Now, I love weddings, all of ’em. But, there are certain differences in attending a wedding when you are expecting than attending when you are footloose and bellyfree….
First of all clothes; you can get great maternity gear, but it’s great maternity gear, not quite the same as your beautiful Coast or LK Bennett dresses. I had a purple one last time, and very nice it was too. But by God, I was sick of the sight of it by the end. When I discovered I was pregnant again my mother helpfully said “isn’t that great, you can wear that lovely purple dress to so and so’s wedding”. I nearly swiped her. So this time, I have a lovely blue dress. It has been to both weddings, and has done the job perfectly. But I could have cried with envy at all the gorgeous frocks that shimmied past me over the course of both days.
Then there is the booze – and not just the fact that I can’t have (much of) it while everyone else is swilling champagne / fruit punch / wine / gin at high speed. There is also only so much fizzy water a girl can drink. I tend to vary it with a soda and lime here, an orange juice and lemonade there, but there comes a point where I just can’t do any more fizz… (I don’t get that way with champagne / cava / prosecco – strange, eh?)

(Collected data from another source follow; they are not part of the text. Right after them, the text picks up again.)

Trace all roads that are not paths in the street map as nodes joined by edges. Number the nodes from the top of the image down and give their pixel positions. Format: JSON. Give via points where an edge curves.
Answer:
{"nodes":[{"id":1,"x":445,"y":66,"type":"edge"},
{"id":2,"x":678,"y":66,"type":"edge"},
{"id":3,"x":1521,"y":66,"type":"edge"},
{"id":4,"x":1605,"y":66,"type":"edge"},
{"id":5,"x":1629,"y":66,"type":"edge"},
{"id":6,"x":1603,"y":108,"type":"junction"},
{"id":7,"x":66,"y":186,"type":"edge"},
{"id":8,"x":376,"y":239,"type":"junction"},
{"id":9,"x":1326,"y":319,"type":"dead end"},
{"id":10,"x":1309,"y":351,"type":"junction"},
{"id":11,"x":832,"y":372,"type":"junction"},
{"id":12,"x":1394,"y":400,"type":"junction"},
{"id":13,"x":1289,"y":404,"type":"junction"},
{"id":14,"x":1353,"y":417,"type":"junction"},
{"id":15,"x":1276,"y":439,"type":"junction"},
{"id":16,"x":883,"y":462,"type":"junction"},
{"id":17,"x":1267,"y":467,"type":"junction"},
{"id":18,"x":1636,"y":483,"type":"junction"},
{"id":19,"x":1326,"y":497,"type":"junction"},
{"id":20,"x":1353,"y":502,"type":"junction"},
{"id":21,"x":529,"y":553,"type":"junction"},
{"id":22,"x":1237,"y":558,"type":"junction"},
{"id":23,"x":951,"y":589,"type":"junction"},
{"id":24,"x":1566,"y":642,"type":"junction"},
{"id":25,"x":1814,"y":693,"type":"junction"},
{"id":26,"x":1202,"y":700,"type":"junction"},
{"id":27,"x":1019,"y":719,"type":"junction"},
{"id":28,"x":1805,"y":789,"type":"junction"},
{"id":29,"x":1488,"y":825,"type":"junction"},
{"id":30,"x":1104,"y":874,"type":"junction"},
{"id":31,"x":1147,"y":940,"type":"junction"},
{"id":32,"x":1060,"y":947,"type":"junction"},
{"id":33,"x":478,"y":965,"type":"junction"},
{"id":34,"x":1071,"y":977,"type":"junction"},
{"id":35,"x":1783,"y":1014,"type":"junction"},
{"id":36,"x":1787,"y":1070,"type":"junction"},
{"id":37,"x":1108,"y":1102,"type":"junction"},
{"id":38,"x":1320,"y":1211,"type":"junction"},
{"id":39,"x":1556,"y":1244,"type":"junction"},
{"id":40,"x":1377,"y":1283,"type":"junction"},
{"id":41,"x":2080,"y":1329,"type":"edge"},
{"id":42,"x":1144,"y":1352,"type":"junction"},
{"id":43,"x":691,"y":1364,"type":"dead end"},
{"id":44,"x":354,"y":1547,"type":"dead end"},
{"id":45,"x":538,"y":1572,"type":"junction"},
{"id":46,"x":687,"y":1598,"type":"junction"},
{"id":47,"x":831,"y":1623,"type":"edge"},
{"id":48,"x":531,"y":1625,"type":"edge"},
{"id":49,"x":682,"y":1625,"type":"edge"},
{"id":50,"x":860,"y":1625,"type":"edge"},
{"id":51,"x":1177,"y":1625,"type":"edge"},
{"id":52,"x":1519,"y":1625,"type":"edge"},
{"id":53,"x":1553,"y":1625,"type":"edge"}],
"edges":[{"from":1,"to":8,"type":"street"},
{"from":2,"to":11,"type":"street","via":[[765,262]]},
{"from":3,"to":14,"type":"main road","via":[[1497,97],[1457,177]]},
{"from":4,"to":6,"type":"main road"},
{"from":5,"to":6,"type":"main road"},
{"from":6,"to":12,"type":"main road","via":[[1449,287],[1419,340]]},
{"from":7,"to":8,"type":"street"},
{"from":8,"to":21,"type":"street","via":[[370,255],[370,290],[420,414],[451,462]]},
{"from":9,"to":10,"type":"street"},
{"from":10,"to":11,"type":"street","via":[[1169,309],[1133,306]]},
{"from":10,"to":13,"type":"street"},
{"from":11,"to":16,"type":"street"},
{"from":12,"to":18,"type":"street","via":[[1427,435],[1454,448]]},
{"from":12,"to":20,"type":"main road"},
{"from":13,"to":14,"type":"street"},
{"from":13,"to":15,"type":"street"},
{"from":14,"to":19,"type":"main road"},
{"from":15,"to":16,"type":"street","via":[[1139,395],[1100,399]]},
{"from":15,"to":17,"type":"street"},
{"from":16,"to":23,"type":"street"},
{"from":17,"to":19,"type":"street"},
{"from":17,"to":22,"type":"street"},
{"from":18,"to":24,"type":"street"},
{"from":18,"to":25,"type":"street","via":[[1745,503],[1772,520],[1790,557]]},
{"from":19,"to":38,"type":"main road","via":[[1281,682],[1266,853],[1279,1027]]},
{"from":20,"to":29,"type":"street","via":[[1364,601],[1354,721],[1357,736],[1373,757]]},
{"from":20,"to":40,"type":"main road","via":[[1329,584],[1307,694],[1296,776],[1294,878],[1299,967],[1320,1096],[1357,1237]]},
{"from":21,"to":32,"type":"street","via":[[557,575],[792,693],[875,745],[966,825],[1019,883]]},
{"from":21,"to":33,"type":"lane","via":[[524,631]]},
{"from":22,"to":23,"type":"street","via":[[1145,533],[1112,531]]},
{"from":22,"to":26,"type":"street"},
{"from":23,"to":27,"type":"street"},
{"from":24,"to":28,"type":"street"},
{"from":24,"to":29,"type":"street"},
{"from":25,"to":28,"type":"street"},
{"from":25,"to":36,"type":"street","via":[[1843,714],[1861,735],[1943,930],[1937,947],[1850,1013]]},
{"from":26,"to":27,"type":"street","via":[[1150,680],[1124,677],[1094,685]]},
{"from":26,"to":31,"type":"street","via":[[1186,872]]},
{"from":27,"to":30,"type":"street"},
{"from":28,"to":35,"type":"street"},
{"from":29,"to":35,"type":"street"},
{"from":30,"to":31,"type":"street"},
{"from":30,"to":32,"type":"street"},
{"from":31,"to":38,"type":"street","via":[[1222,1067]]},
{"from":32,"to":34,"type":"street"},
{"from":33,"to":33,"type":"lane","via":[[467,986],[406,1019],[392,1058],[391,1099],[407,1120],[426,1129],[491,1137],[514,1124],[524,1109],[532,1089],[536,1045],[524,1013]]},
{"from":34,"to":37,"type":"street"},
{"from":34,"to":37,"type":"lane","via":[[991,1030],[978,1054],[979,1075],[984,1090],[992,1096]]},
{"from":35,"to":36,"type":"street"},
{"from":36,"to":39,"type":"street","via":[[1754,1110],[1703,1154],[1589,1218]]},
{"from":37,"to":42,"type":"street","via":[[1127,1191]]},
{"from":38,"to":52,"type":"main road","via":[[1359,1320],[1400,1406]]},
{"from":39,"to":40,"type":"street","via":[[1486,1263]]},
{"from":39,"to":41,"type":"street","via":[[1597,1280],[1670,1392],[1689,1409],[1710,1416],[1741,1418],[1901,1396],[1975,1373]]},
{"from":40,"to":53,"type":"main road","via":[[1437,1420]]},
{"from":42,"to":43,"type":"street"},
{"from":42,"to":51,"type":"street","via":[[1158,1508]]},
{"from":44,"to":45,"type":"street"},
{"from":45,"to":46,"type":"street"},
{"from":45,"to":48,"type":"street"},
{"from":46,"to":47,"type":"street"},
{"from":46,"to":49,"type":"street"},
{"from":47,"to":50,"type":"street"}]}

And as a side point to the booze, there is the fact that I’m often driving at these occasions. Which would be fine – I like driving (except for parallel parking and that doesn’t tend to feature much at weddings) – except that following is usually the sequence…. People announce that they are ready to go, I visit the ladies (for the 515th time) and return to find that they have;
a) ordered / been bought / found another drink
b) decided to get up and dance to YMCA / rock the boat / New York, New York or
c) gotten into deep conversation with someone who appears to be crying their eyes out.
When I do eventually get the renegades into the car, they all then helpfully give me “pointers” on how I should reverse, which turn to take, and other such useful tips. All the way home.
I could go on – about going to the hotel room early ‘cos I’m knackered, only to be woken up by people singing outside or my husband barrelling through the door… About the lack of loos in churches… About forgetting my gaviscon after eating a 7 course meal…
But you get the idea – I really am an expert. It’s nice to be good at something. Roll on the next one, I have the blue dress dry-cleaned, and the car-keys ready.